I had this once with a phone ordered from Three. No phone arrived. Waited the obvious 28 days to see if anything happened. Nothing, not even a slip through the door. They said I had to contact Royal Mail. Er... no... not my problem. I paid you to deliver a phone. You failed to do so. Game over. If you want to chase it up, you have the dispatch numbers and accounts, you can do it your end - because YOU paid money to Royal Mail, I didn't. I'm not going to do your job for you and likely can't. Maybe if you didn't send the phone by unregistered second-class parcel service, then you'd be able to track it? (Or, hey, realise that doing so comes with the risk that occasionally you might have to send out a replacement phone?) Your choice of service provider is your problem. All I care about is that I don't have a phone, that I paid *you* for. That one exploded into their threats of a lawsuit (never happened, never does) before I wrote them a snotty letter and recouped the DD cost from my bank forcibly (they phoned 10 seconds later to tell me off, but strangely never did anything about it!).
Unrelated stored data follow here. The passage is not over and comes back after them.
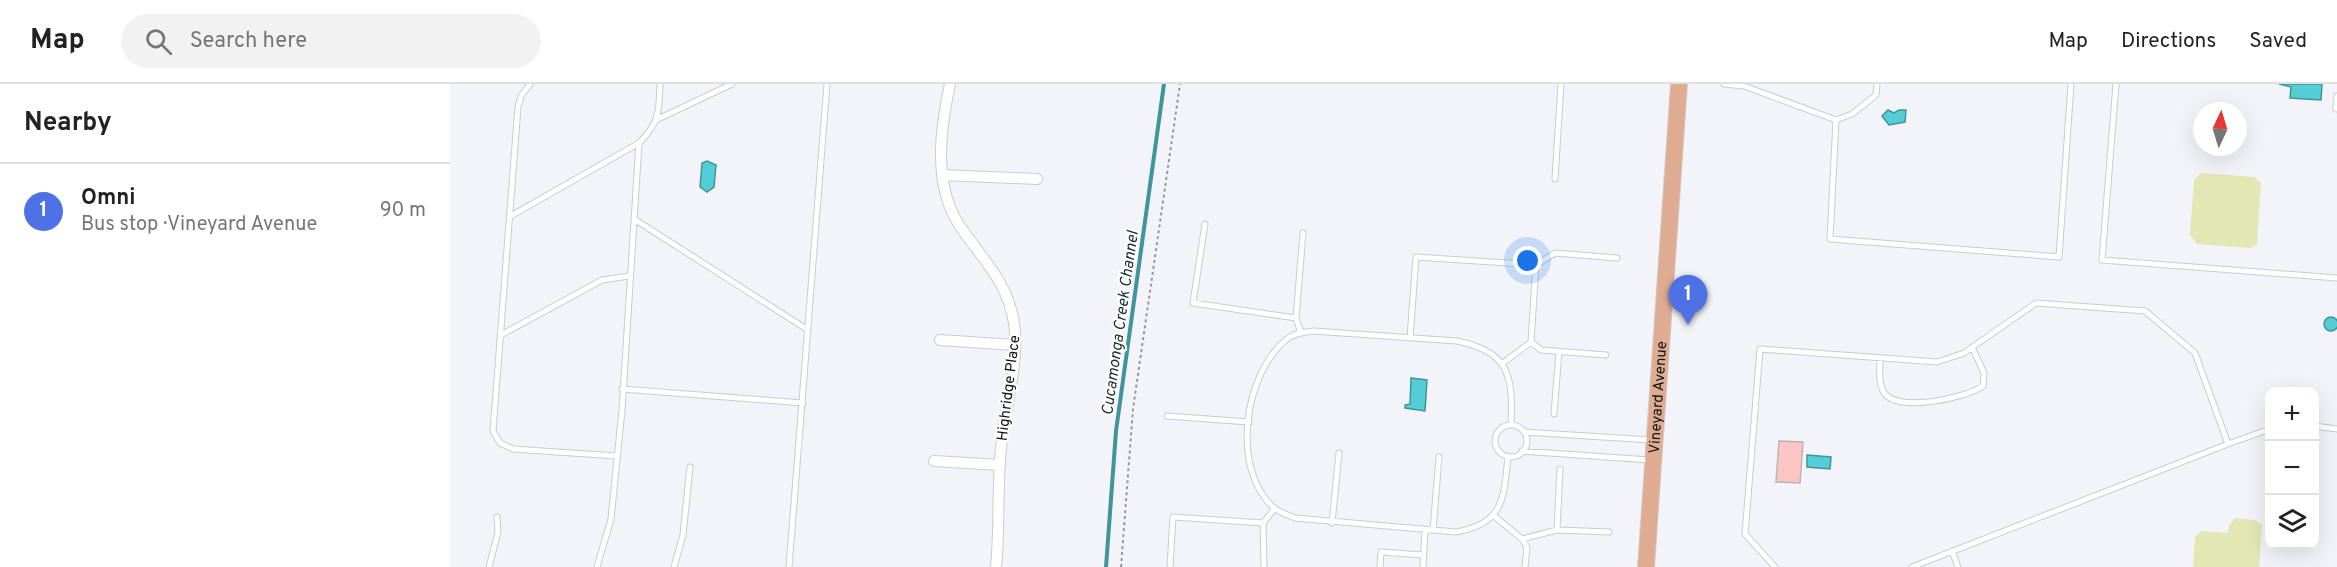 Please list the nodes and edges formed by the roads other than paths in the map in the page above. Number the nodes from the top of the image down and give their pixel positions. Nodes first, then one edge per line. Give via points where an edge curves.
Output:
1 (530, 84) edge
2 (660, 84) edge
3 (732, 84) edge
4 (827, 84) edge
5 (950, 84) edge
6 (1561, 84) edge
7 (1679, 84) edge
8 (1724, 84) edge
9 (1877, 84) edge
10 (2071, 84) edge
11 (2116, 84) edge
12 (2337, 96) edge
13 (2336, 109) edge
14 (658, 119) junction
15 (1836, 120) junction
16 (639, 143) junction
17 (942, 175) junction
18 (1037, 178) dead end
19 (1555, 179) dead end
20 (509, 217) junction
21 (634, 219) junction
22 (1205, 224) dead end
23 (1303, 233) dead end
24 (1617, 258) dead end
25 (1536, 265) junction
26 (629, 276) junction
27 (2337, 278) edge
28 (1296, 318) junction
29 (808, 330) junction
30 (1301, 333) junction
31 (501, 335) junction
32 (1410, 338) junction
33 (940, 340) dead end
34 (1531, 342) junction
35 (1015, 345) junction
36 (1972, 347) junction
37 (1559, 352) junction
38 (1606, 355) dead end
39 (1880, 359) junction
40 (1503, 363) junction
41 (622, 389) junction
42 (803, 403) junction
43 (1554, 414) dead end
44 (1167, 416) dead end
45 (1248, 423) junction
46 (1510, 425) junction
47 (2319, 427) edge
48 (2337, 429) edge
49 (2265, 431) edge
50 (1524, 432) junction
51 (1656, 440) junction
52 (2228, 444) junction
53 (1522, 451) junction
54 (1339, 453) dead end
55 (616, 456) junction
56 (1508, 456) junction
57 (1439, 458) dead end
58 (1654, 460) junction
59 (934, 462) dead end
60 (1000, 465) junction
61 (690, 467) dead end
62 (1560, 469) dead end
63 (1275, 508) junction
64 (1493, 515) junction
65 (497, 517) dead end
66 (1263, 523) junction
67 (1332, 523) junction
68 (1425, 530) junction
69 (1433, 530) junction
70 (1557, 530) junction
71 (1609, 532) dead end
72 (1522, 539) junction
73 (1952, 552) junction
74 (1424, 555) junction
75 (489, 567) edge
76 (597, 567) edge
77 (674, 567) edge
78 (789, 567) edge
79 (996, 567) edge
80 (1170, 567) edge
81 (1264, 567) edge
82 (1380, 567) edge
83 (1423, 567) edge
84 (1525, 567) edge
85 (1646, 567) edge
86 (1775, 567) edge
87 (1912, 567) edge
88 (1958, 567) edge

1 - 20 lane via 520,96
2 - 14 lane
3 - 14 lane
4 - 29 lane
5 - 17 street, Highridge Place via 943,126
6 - 19 lane
7 - 51 main road, Vineyard Avenue
8 - 15 lane via 1744,86
9 - 15 lane via 1876,95 1852,114
10 - 15 lane via 2060,257 1830,239
11 - 27 lane via 2102,260
12 - 13 lane
14 - 16 lane
16 - 20 lane
16 - 21 lane
17 - 18 street
17 - 35 street, Highridge Place via 961,228 1003,284 1010,303
20 - 31 lane
21 - 26 lane
21 - 29 lane
22 - 28 lane via 1193,303
23 - 28 lane
24 - 25 lane via 1555,253
25 - 32 lane via 1416,256
25 - 34 lane
26 - 31 lane via 602,280
26 - 41 lane
28 - 30 lane
29 - 42 lane
30 - 32 lane
30 - 45 lane via 1288,337 1256,380
31 - 55 lane via 493,431 500,443 513,449
32 - 40 lane via 1476,345
33 - 35 street
34 - 37 lane via 1541,350
34 - 40 lane
35 - 60 street, Highridge Place
36 - 39 lane via 1937,362
36 - 39 lane via 1983,367 1983,386 1972,394 1926,403 1892,400 1883,392
36 - 52 lane via 2036,303 2145,311 2194,352
37 - 38 lane
37 - 43 lane
39 - 86 lane via 1760,349 1745,534
40 - 46 lane via 1512,394
41 - 42 lane
41 - 55 lane
42 - 78 lane
44 - 45 lane
45 - 63 lane via 1251,464 1260,489
46 - 50 lane
46 - 56 lane via 1502,427 1495,439 1497,448
47 - 48 lane
49 - 52 lane
50 - 51 lane
50 - 53 lane via 1527,440
51 - 58 main road, Vineyard Avenue
52 - 73 lane
53 - 56 lane
53 - 58 lane
54 - 67 lane
55 - 76 lane via 611,519
56 - 64 lane via 1505,492
57 - 69 lane
58 - 85 main road, Vineyard Avenue
59 - 60 street
60 - 79 street, Highridge Place
61 - 77 lane via 683,536
62 - 70 lane
63 - 66 lane
63 - 67 lane via 1295,518
64 - 69 lane via 1485,524 1470,530
64 - 72 lane
65 - 75 lane via 498,532
66 - 80 lane via 1173,517
66 - 81 lane
67 - 68 lane
68 - 69 lane
68 - 74 lane
70 - 71 lane
70 - 72 lane
72 - 84 lane via 1527,547
73 - 87 lane
73 - 88 lane
74 - 82 lane via 1381,552
74 - 83 lane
Talking of legal, it's the same thinking... if you had a MASSIVE dispute over the account/service, would YOU be taking Openreach to court? No. You'd be taking the people you paid money to to court. If they then choose to take Openreach to court for not fulfilling their contract, then that's up to them but it's of no interest to me.

Your grievance is with the people you paid for the service. Nobody else unless you're pulling in industry regulators. And Openreach aren't the regulator. Ofcom would be.

P.S. If your suppliers are that terrible that you're losing customers... time to find a different subcontractor to provide the expected levels of service to your customers!